PM Whitlam's sacking was key moment in Australian history

PM Whitlam's sacking was key moment in Australian history

SYDNEY - Gough Whitlam remained one of Australia's most admired figures despite being the country's only prime minister to be sacked, a key moment in the nation's political history.

Whitlam, who died on Tuesday aged 98 was a flamboyant and erudite war veteran who ushered in a series of important social reforms during just three years in power from 1972 to 1975.

His centre-left Labor government stopped conscription, introduced free university education, recognised communist China, pulled troops from Vietnam, abolished the death penalty for federal crimes and reduced the voting age to 18.

But Whitlam will be best remembered for the events of November 11, 1975, when he became the nation's only leader to be dismissed by the representative of Britain's Queen Elizabeth II, governor-general Sir John Kerr.

His removal from office did little to diminish his stature and Whitlam remained an enduring presence in the national consciousness.

Despite increasing frailty which left him wheelchair-bound and living in an aged-care home in later years, Whitlam regularly visited his office and remained a key figure in the Labor Party.

"Whitlam, in the days of his power, had an enormous presence which filled the Australian room in a way that very few others have ever done," said Graham Freudenberg, his advisor and speechwriter from 1967-1977.

"He did have a charisma that very few Australian leaders have had."

Freudenberg said Whitlam's passing marks the end of an era of nation-building leaders whose ideas were forged on World War II battlefields, and who felt as a result that "not only was change urgently needed but that change was possible".

Pushing for "a more independent Australia, a more independent foreign policy, a lesser dependence on the United Kingdom, less sycophancy towards the United States was very much in the mood of those times", he said.

Australia's 'greatest social democrat'

Whitlam's dismissal was prompted by a refusal by parliament's upper house, where his Labor Party did not hold a majority, to pass a budget bill until the government agreed to call a general election.

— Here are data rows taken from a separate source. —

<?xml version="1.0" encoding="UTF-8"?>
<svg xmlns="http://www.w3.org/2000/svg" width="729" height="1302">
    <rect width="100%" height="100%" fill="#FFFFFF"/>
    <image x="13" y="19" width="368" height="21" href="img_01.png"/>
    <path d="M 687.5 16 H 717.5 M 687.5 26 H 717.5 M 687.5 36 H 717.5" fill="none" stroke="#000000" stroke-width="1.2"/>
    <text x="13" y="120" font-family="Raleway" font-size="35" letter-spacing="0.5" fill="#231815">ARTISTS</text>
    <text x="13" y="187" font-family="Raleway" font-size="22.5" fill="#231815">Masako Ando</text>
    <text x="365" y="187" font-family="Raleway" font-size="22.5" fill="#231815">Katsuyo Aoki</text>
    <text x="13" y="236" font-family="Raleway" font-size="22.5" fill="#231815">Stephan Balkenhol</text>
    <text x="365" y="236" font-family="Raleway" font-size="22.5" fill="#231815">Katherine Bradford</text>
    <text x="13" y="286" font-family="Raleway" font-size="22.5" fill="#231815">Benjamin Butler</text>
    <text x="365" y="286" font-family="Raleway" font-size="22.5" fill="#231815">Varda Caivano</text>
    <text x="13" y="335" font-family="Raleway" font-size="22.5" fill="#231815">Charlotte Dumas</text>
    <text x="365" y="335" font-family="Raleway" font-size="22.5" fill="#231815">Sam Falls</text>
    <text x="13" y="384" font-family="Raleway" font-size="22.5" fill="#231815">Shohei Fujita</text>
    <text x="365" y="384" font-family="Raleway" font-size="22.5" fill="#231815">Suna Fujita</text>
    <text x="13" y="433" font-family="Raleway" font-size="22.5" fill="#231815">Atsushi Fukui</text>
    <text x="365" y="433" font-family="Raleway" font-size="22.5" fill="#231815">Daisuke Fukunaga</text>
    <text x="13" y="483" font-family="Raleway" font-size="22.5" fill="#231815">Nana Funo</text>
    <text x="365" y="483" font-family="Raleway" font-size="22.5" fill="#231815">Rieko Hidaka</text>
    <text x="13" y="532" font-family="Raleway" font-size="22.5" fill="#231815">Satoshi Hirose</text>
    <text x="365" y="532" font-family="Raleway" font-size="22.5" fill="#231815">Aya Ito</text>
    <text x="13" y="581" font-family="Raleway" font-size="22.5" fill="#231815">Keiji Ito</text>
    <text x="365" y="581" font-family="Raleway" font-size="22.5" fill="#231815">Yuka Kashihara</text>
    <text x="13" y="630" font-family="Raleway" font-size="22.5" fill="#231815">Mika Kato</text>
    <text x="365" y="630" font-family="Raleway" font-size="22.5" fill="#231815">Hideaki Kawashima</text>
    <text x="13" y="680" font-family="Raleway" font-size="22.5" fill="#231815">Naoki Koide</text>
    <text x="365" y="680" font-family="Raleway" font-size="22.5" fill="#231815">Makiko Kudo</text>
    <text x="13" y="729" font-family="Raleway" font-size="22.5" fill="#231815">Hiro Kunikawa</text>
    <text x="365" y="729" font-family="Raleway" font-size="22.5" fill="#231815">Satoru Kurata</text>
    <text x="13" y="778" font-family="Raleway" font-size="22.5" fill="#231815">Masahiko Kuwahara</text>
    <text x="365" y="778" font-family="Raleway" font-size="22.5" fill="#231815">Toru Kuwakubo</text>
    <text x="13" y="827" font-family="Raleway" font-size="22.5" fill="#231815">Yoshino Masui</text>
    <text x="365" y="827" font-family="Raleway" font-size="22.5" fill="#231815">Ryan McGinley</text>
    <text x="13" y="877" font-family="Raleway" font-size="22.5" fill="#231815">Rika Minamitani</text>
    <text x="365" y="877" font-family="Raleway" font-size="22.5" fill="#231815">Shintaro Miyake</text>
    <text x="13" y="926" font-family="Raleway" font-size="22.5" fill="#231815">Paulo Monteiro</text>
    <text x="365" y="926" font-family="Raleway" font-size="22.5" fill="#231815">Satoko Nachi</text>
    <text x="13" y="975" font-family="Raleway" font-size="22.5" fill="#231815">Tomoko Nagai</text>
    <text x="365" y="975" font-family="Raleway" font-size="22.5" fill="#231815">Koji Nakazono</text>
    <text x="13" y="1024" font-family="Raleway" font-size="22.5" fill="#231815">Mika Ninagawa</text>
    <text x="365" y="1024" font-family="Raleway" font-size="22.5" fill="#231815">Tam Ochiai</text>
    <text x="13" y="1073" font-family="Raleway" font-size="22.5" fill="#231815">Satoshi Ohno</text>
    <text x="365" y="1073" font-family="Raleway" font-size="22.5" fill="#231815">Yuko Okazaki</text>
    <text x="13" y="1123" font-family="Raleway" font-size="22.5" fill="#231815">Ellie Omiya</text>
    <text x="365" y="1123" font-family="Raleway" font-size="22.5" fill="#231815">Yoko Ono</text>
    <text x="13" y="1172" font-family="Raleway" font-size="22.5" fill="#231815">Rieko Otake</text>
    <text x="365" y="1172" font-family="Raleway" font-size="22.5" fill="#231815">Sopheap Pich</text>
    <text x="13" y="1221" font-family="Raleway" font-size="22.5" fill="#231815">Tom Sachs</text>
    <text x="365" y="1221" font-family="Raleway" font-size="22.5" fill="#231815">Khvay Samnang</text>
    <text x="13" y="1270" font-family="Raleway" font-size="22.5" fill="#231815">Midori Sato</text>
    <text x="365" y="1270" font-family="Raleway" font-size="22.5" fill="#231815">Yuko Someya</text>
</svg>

To end the impasse, governor-general Kerr took the unprecedented step of sacking Whitlam, installing then opposition leader Malcolm Fraser as caretaker prime minister.

Freudenberg said it would never had occurred to his friend to fight Kerr's decision.

"The idea of going to barricades would have been inconceivable for a parliamentarian like Whitlam," he said.

"He believed deeply in the parliament as an institution for social reform and the expression of Australian democracy. He had a great love and respect for the parliament. The irony is that it was through the parliament he was destroyed."

Born in an affluent Melbourne suburb, Edward Gough Whitlam was a law student at Sydney University when his studies were interrupted by the war. He served as a navigator with the Royal Australian Air Force before returning home to resume his studies.

Politics soon beckoned and he joined the Australian Labor Party in 1945, winning a seat in the federal House of Representatives in November 1952.

But it was a long journey to the prime ministership, during which he reshaped the Labor Party into a more liberal, intellectual organisation.

When he did attain office in 1972, Whitlam immediately set about removing the influence of decades of conservative rule.

In its short term -- Fraser won the post-dismissal election in a landslide -- Whitlam's government left a remarkable legacy of social reform.

Under his leadership, the last traces of the White Australia policy designed to exclude non-white migrants were removed, benefits were introduced for single parents, the British honour system was scrapped and women gained equal rights in government employment.

Freudenberg said Whitlam was a transforming force in Australian politics who placed some issues on the domestic agenda for the first time, including Aboriginal land rights, the arts and the environment.

"Whitlam took the ideas of social democrats in Britain and West Germany and to some extent in France and tried to deliver a programme which was applicable to Australian circumstances," he said.

"He was undeniably Australia's greatest social democrat."

The University of Western Sydney's David Burchell, who has written widely about Australian politics, says it's ironic that the 1973 oil crisis, inflationary pressures and economic stagnation provided one of the worst times for Whitlam's big-spending, socially reforming government to be in power.

However, he adds: "Even though the government was dismissed, a lot of their policies remain popular. Few of the social reforms enacted were ever rolled back."

Whitlam stayed in opposition until he resigned from parliament in 1978. He was later appointed Australia's ambassador to UNESCO in Paris. He is survived by four children.